Deuxièmement, selon F. Lordon, les Allemands – je préfèrerais pour ma part utiliser le terme de classes dirigeantes allemandes (au pluriel : économique, politique, académique, syndicale) – voient dans l’ordo-libéralisme et  dans son obsession à l’encontre de l’inflation l’unique voie possible en matière d’organisation de l’économie européenne. Dans le chapitre 3, « De la domination allemande (ce qu’elle est, ce qu’elle n’est pas) », F. Lordon critique l’argument de la germanophobie utilisé à l’encontre de ceux qui, comme lui, pointent cette réalité de l’Allemagne contemporaine : toutes les grandes forces politiques adhérent au « cadre » de l’ordo-libéralisme, et cela ne risque pas de changer de sitôt. C’est une donnée indépassable à moyen terme de l’équation européenne. Une zone Euro qui comprend l’Allemagne comme partenaire principal ne peut donc qu’être ordo-libérale ou ne pas être.

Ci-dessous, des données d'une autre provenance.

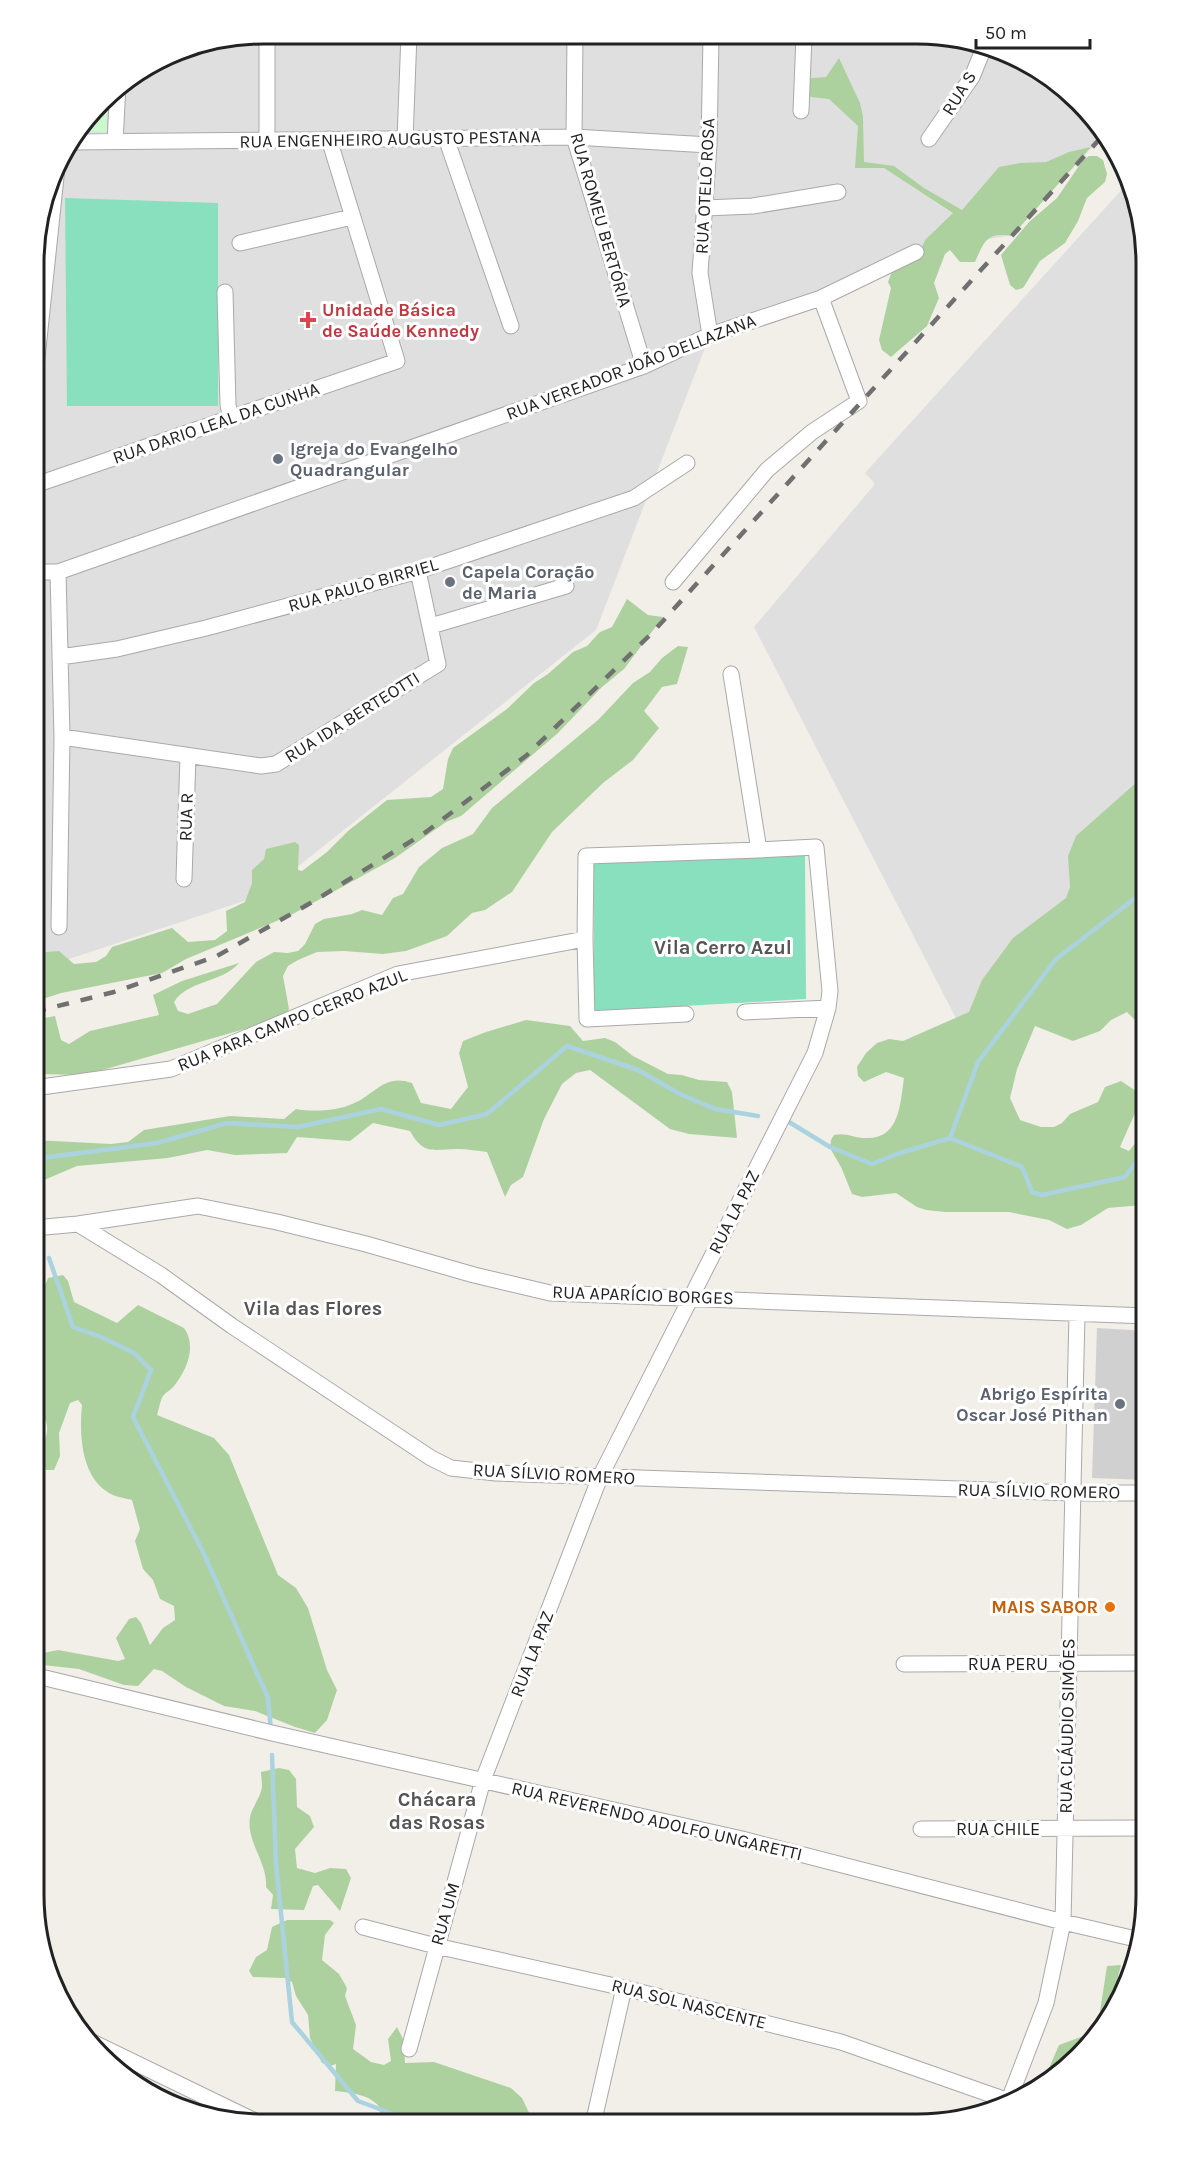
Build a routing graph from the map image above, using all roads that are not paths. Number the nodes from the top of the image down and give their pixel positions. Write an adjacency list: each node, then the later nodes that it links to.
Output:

Troisièmement, cet état de fait (un ordre économique européen ordo-libéral institué dans les Traités, et un pays dominant dont les élites croient dur comme fer à cet ordo-libéralisme qui leur convient bien par expérience depuis 1949) ne pourra jamais résoudre la crise économique en cours. Le livre a visiblement été rédigé au cours de l’année 2013 à un moment où aucune reprise économique n’apparaissait, mais avant qu’on commence à parler de déflation. Par ailleurs, F. Lordon souligne dans son chapitre 6, « Excursus. Un peuple européen est-il possible? » (p. 161-184), que tout saut fédéral (sans guillemets) est illusoire vu que personne n’en veut en réalité. Ce chapitre constitue d’ailleurs d’une lecture étrange pour un politiste. En effet, loin de se référer aux travaux de nos collègues sur le sujet, F. Lordon se bricole pour l’occasion une science politique des conditions préalables au fédéralisme à partir de références à son cher … Spinoza. (C’est un peu comme si je mettais à parler de politique industrielle en utilisant les travaux des physiocrates.)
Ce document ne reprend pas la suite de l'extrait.